What you are asked to do:
Please copy every line below that contains the string "pixels".

Collected data
- Opening Delimiter -
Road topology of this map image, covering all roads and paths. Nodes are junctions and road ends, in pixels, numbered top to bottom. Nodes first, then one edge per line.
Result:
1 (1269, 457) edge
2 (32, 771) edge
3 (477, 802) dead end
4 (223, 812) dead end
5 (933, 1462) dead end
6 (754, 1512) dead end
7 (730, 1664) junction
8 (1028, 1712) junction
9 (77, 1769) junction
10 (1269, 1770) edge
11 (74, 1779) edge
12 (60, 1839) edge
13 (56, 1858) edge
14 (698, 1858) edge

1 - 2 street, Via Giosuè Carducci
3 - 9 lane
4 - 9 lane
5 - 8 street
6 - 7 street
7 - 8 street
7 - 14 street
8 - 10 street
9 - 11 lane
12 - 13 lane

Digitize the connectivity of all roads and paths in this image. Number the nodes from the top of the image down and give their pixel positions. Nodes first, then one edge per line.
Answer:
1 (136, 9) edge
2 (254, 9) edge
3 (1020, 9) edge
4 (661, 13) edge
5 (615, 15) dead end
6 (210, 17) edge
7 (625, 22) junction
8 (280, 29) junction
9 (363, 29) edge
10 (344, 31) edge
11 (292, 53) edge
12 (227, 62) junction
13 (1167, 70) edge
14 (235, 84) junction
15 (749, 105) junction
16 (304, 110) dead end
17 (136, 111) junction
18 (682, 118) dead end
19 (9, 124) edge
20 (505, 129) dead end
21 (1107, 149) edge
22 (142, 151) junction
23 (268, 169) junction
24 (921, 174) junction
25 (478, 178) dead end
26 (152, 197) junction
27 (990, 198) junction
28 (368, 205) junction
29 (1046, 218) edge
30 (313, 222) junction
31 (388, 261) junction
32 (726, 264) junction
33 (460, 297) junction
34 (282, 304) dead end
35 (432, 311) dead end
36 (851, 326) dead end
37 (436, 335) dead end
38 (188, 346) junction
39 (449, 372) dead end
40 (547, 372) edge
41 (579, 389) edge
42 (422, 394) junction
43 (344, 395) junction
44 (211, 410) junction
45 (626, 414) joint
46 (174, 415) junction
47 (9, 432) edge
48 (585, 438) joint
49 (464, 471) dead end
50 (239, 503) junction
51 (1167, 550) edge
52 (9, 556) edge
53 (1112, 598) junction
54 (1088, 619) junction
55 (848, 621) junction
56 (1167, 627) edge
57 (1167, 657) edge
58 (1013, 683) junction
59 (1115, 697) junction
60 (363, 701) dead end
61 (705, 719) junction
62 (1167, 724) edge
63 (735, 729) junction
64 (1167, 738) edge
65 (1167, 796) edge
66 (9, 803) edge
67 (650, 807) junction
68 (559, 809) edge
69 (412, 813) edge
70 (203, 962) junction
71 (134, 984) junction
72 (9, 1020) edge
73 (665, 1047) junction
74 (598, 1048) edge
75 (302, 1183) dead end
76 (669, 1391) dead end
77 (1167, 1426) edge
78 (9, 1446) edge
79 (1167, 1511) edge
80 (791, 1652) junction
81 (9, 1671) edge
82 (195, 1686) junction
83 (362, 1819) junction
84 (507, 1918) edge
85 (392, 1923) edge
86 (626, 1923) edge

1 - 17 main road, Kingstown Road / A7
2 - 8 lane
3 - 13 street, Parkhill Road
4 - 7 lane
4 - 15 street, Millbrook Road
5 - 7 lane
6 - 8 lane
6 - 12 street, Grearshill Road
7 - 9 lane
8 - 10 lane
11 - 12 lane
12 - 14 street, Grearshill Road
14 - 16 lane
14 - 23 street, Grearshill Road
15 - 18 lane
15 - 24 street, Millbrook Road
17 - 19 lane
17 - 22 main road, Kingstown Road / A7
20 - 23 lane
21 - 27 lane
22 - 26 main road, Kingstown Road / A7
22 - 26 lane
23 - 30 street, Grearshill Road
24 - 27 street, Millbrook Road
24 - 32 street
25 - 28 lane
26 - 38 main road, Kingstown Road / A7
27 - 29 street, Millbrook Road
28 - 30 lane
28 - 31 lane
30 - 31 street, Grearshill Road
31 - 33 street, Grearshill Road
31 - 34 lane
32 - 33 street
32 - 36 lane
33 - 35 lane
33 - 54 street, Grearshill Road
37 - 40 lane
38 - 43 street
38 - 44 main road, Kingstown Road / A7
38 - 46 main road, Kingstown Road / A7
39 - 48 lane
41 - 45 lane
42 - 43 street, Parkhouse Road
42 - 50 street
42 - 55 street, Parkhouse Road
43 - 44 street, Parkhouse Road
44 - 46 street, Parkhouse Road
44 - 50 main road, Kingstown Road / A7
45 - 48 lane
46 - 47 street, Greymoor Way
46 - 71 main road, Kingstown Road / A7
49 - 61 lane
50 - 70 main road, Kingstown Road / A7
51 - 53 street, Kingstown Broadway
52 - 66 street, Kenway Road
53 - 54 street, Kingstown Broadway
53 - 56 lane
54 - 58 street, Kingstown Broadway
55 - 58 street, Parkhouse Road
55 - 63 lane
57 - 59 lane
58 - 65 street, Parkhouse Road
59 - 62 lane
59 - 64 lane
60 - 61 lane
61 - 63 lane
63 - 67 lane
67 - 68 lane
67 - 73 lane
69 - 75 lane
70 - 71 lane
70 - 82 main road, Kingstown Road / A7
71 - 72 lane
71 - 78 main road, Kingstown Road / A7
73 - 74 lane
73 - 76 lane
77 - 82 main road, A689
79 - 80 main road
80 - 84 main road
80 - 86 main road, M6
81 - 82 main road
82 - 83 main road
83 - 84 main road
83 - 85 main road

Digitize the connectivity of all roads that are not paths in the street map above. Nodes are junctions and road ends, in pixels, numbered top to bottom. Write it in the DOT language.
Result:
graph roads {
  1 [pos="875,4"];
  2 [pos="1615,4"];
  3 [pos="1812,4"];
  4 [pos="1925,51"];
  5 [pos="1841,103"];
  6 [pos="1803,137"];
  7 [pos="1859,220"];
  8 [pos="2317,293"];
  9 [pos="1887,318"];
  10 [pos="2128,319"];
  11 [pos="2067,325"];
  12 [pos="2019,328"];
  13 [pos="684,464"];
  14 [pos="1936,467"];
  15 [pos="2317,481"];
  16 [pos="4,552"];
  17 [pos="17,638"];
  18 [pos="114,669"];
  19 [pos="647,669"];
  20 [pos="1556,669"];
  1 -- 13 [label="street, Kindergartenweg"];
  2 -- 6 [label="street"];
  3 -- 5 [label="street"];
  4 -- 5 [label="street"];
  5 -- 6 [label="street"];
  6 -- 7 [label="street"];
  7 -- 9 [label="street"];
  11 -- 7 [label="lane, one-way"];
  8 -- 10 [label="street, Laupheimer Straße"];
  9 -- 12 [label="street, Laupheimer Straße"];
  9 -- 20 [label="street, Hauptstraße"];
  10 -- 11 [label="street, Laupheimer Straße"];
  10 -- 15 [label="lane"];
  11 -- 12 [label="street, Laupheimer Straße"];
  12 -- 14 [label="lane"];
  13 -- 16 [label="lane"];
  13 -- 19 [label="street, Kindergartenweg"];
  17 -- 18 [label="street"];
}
- Closing Delimiter -
Task result:
Road topology of this map image, covering all roads and paths. Nodes are junctions and road ends, in pixels, numbered top to bottom. Nodes first, then one edge per line.
Digitize the connectivity of all roads that are not paths in the street map above. Nodes are junctions and road ends, in pixels, numbered top to bottom. Write it in the DOT language.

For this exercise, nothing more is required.